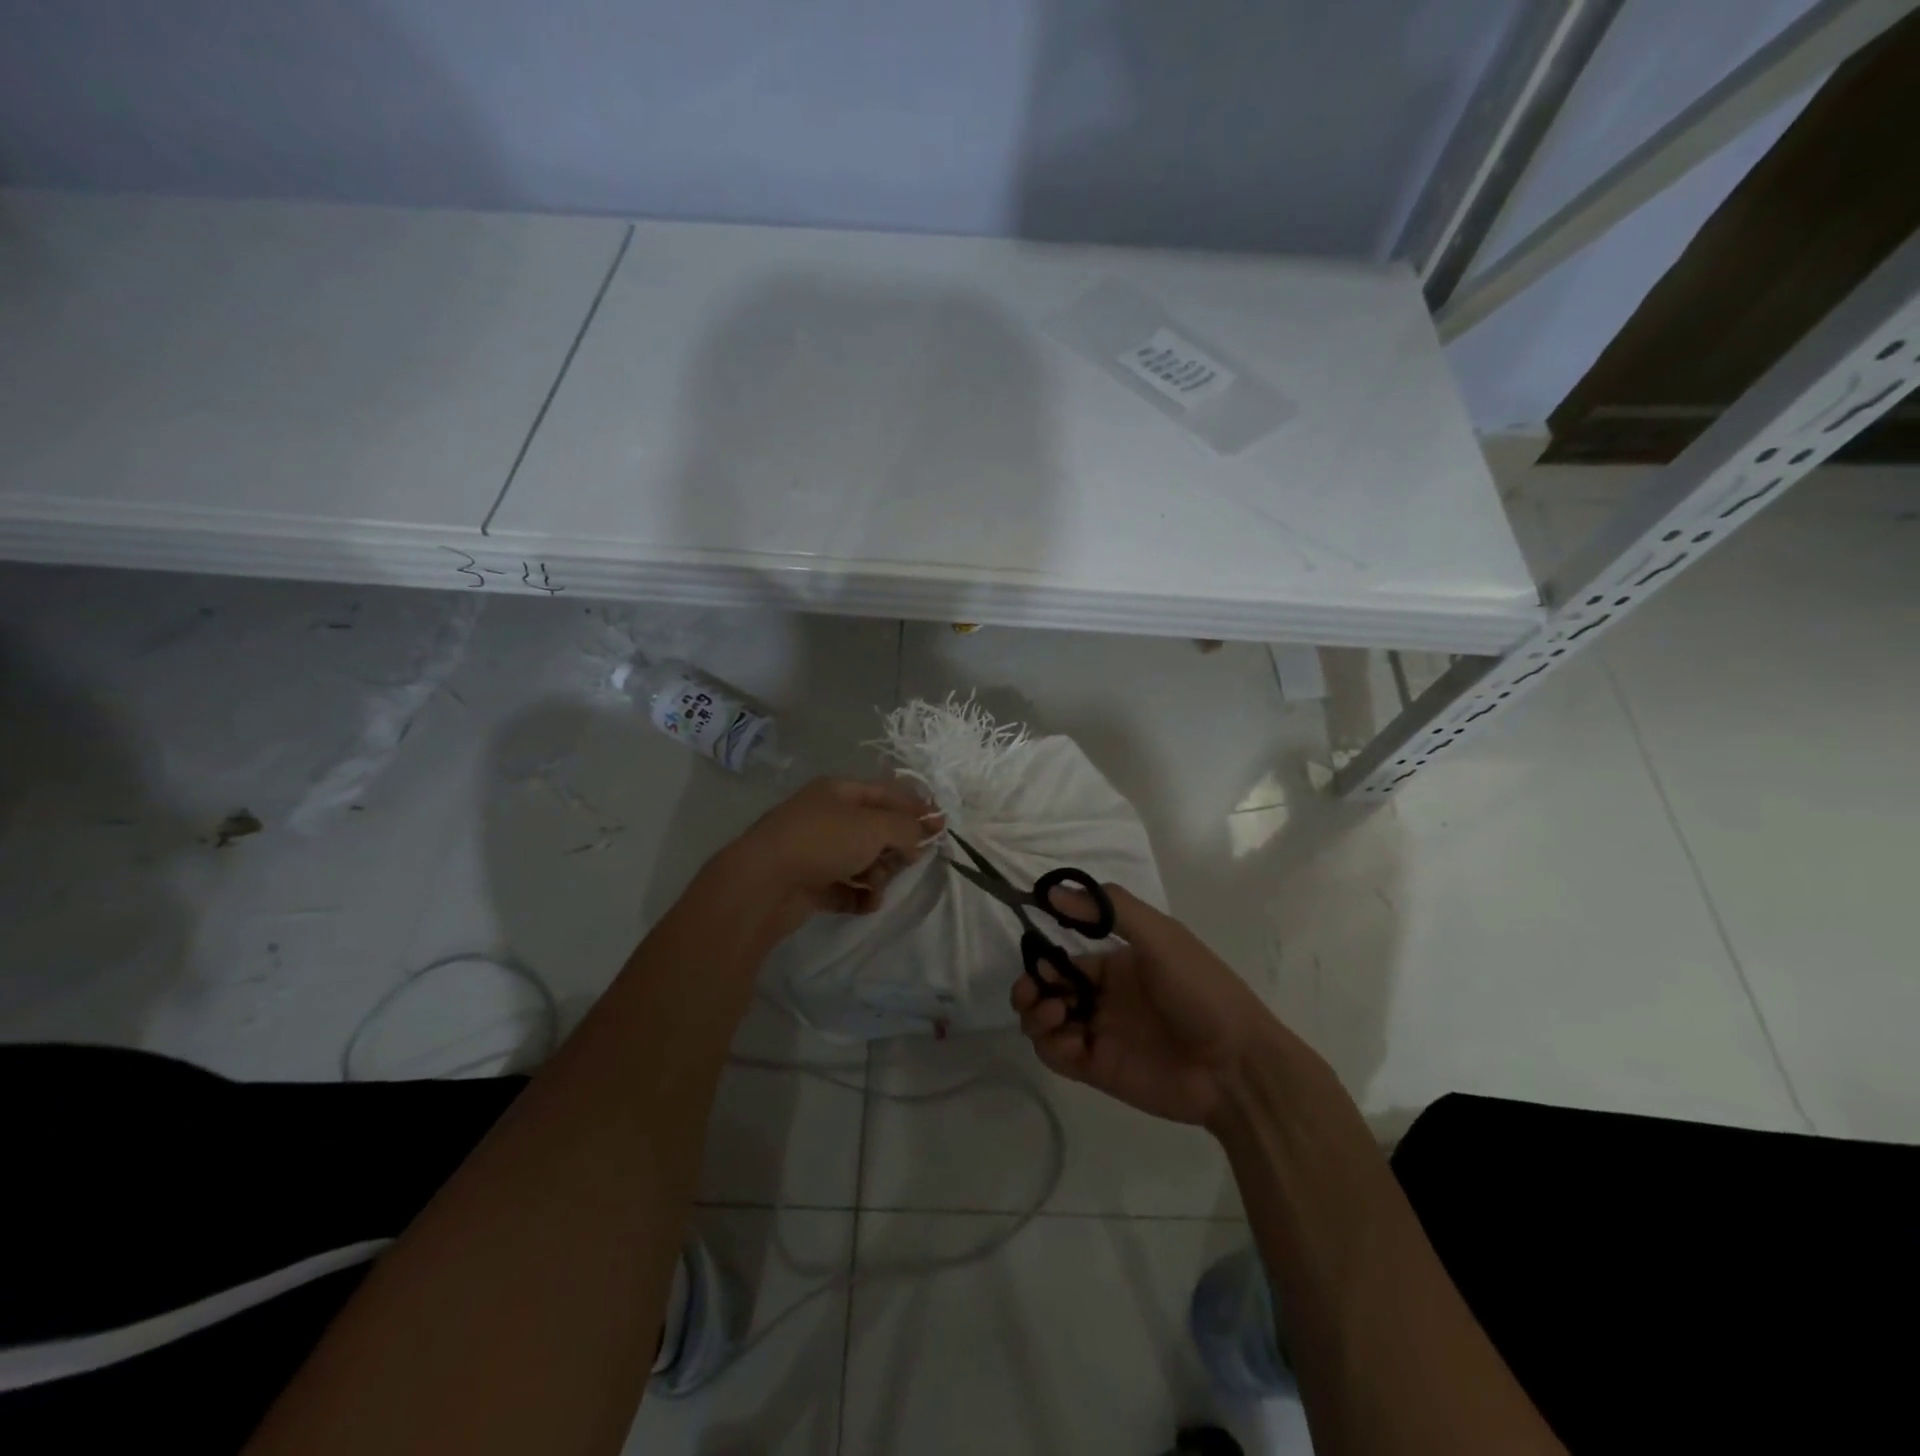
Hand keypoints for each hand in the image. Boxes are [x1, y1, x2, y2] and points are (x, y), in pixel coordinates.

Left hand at [719, 777, 938, 936]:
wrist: (762, 884)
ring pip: (863, 861)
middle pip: (877, 829)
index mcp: (840, 791)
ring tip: (874, 886)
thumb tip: (929, 828)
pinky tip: (865, 903)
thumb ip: (907, 827)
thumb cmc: (822, 842)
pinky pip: (846, 888)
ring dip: (878, 875)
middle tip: (907, 861)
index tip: (942, 828)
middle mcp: (828, 817)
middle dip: (896, 847)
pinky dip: (859, 896)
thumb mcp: (874, 826)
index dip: (916, 809)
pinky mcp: (810, 883)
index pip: (888, 794)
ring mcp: (816, 851)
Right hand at [1012, 884, 1280, 1127]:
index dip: (1044, 957)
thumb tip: (1053, 890)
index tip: (1038, 957)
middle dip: (1030, 987)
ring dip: (1035, 1014)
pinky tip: (1070, 1039)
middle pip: (1048, 990)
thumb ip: (1109, 909)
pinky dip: (1051, 1045)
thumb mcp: (1160, 937)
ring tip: (1053, 1012)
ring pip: (1045, 1022)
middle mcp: (1103, 998)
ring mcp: (1100, 1034)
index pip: (1064, 959)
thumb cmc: (1200, 990)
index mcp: (1116, 965)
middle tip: (1032, 991)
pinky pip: (1057, 1056)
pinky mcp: (1099, 1069)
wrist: (1237, 1066)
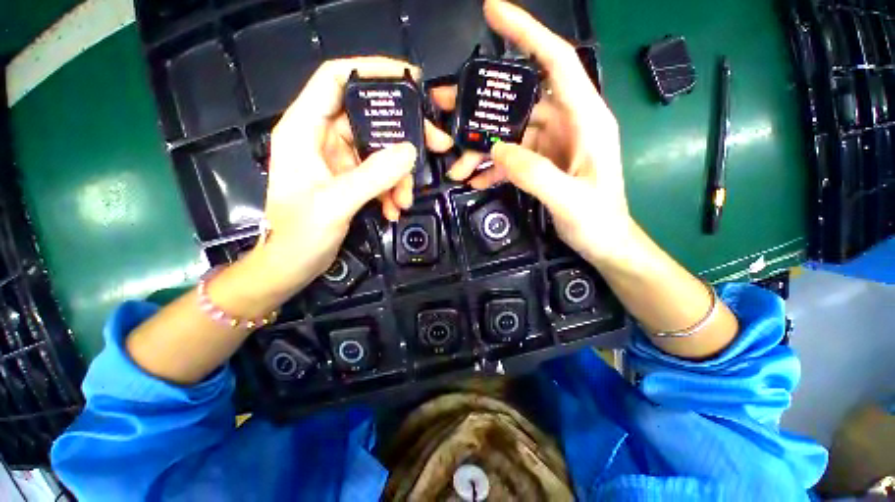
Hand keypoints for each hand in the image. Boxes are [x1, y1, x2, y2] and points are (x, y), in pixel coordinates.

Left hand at [253, 57, 453, 298]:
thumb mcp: (336, 203)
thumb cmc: (299, 234)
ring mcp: (338, 161)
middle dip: (402, 136)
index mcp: (305, 130)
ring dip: (398, 176)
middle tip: (434, 146)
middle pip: (369, 120)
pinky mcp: (350, 180)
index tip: (410, 78)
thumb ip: (373, 176)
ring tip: (404, 200)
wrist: (292, 265)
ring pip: (380, 153)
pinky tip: (394, 209)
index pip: (336, 80)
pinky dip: (391, 190)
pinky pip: (379, 175)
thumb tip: (409, 151)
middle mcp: (322, 139)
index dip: (371, 71)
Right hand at [434, 0, 632, 267]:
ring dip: (479, 147)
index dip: (526, 33)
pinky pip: (510, 157)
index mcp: (585, 119)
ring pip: (508, 133)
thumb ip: (534, 173)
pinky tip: (475, 179)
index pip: (555, 61)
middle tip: (444, 106)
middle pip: (518, 101)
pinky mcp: (540, 163)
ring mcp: (550, 144)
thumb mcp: (570, 199)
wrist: (604, 242)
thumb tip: (497, 149)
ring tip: (455, 165)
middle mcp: (566, 123)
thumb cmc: (598, 221)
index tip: (492, 12)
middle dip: (481, 104)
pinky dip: (491, 166)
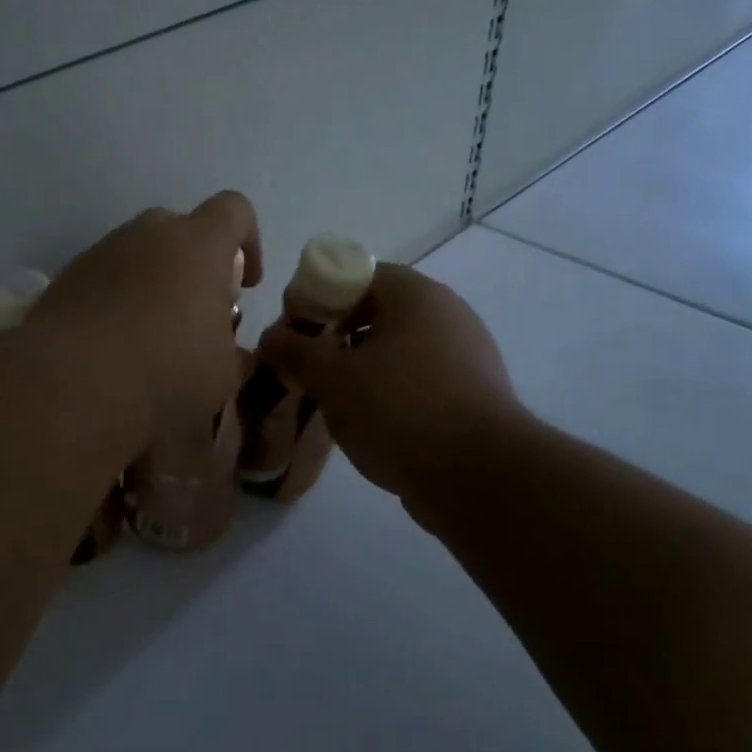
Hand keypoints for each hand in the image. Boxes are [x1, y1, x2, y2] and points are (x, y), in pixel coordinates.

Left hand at [32, 191, 261, 436]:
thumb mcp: (221, 374)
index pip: (234, 210)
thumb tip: (233, 352)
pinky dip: (117, 297)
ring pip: (139, 252)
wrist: (69, 385)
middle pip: (182, 229)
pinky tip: (113, 341)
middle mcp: (148, 234)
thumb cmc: (165, 371)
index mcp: (198, 244)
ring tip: (151, 333)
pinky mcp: (67, 275)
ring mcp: (102, 251)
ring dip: (153, 281)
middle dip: (195, 264)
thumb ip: (233, 353)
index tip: (246, 285)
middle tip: (196, 312)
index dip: (248, 241)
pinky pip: (105, 275)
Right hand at [256, 263, 528, 515]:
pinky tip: (375, 422)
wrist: (481, 476)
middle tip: (310, 368)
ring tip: (337, 401)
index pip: (354, 275)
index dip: (316, 298)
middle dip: (336, 336)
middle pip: (376, 310)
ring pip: (398, 347)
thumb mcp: (332, 379)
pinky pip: (420, 377)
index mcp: (414, 294)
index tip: (294, 332)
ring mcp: (467, 352)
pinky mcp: (475, 391)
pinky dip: (392, 390)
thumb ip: (294, 351)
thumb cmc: (399, 410)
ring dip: (362, 366)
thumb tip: (270, 336)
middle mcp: (446, 312)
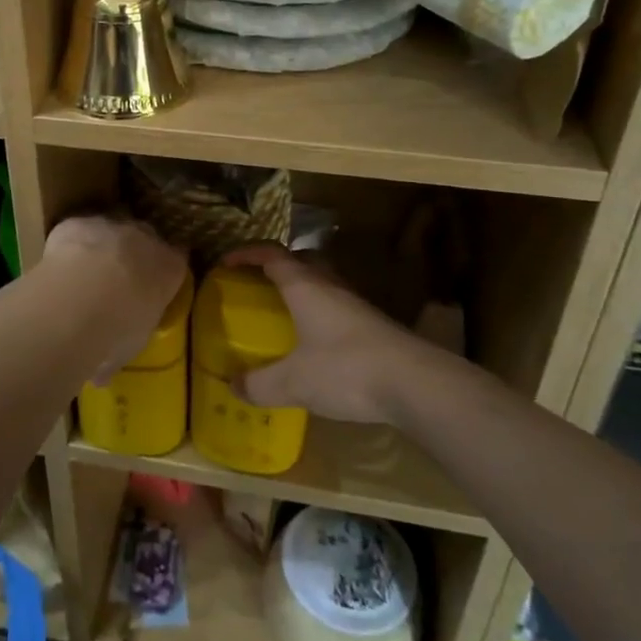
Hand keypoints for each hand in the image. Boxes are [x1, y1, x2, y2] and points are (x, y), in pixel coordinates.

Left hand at [42, 215, 186, 380]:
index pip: (176, 260)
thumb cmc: (120, 327)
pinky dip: (69, 243)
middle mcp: (146, 237)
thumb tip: (101, 374)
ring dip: (101, 245)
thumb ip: (118, 348)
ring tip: (83, 272)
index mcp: (169, 268)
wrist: (84, 294)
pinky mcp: (77, 222)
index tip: (152, 283)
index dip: (162, 270)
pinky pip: (76, 229)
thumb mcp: (129, 344)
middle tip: (115, 279)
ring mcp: (111, 224)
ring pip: (110, 228)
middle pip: (145, 237)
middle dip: (133, 253)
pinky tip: (57, 264)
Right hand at [224, 243, 434, 425]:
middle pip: (301, 261)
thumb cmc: (346, 369)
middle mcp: (330, 286)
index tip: (225, 262)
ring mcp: (356, 305)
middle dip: (276, 266)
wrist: (415, 383)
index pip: (271, 254)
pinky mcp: (373, 326)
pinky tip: (315, 343)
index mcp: (305, 286)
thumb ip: (260, 384)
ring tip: (283, 313)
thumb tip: (233, 386)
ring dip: (301, 290)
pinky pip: (337, 307)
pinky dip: (319, 314)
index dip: (246, 253)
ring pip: (322, 283)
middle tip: (256, 284)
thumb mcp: (294, 382)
··········
**Prompt**. For the data above, set down exactly the lines from the line with "index pip: (1064, 959)" to the line with "pinky pip: (510, 157)", both included, leaving pictures out.

**Expected output**.
index pip: (1064, 959)
thumb cmc: (1200, 990)
index mcp: (1116, 965)
middle tip: (1032, 991)
pinky pip: (1057, 1056)
pinky mcp: (1099, 1069)
wrist: (1237, 1066)
Hand keypoints for each hand in the image. Boxes are [x1, y1, x2, y2] and points are (x, y), in pixel coordinates.

Left hand at [253, 57, 453, 298]:
thumb mcp: (336, 203)
thumb cmc: (299, 234)
ring mcp: (338, 161)
middle dip: (402, 136)
index mcp: (305, 130)
ring dip: (398, 176)
middle tip: (434, 146)
middle pip: (369, 120)
pinky mcp: (350, 180)
index tip: (410, 78)
thumb ip: (373, 176)
ring tip: (404, 200)
wrist: (292, 265)
ring pip: (380, 153)
pinky tip: (394, 209)
index pip: (336, 80)
pinky dip: (391, 190)
pinky pip: (379, 175)
thumb tip: (409, 151)
middle mcp: (322, 139)
index dip: (371, 71)
Right hand at [434, 0, 632, 267]:
ring dip: (479, 147)
index dip: (526, 33)
pinky pip: (510, 157)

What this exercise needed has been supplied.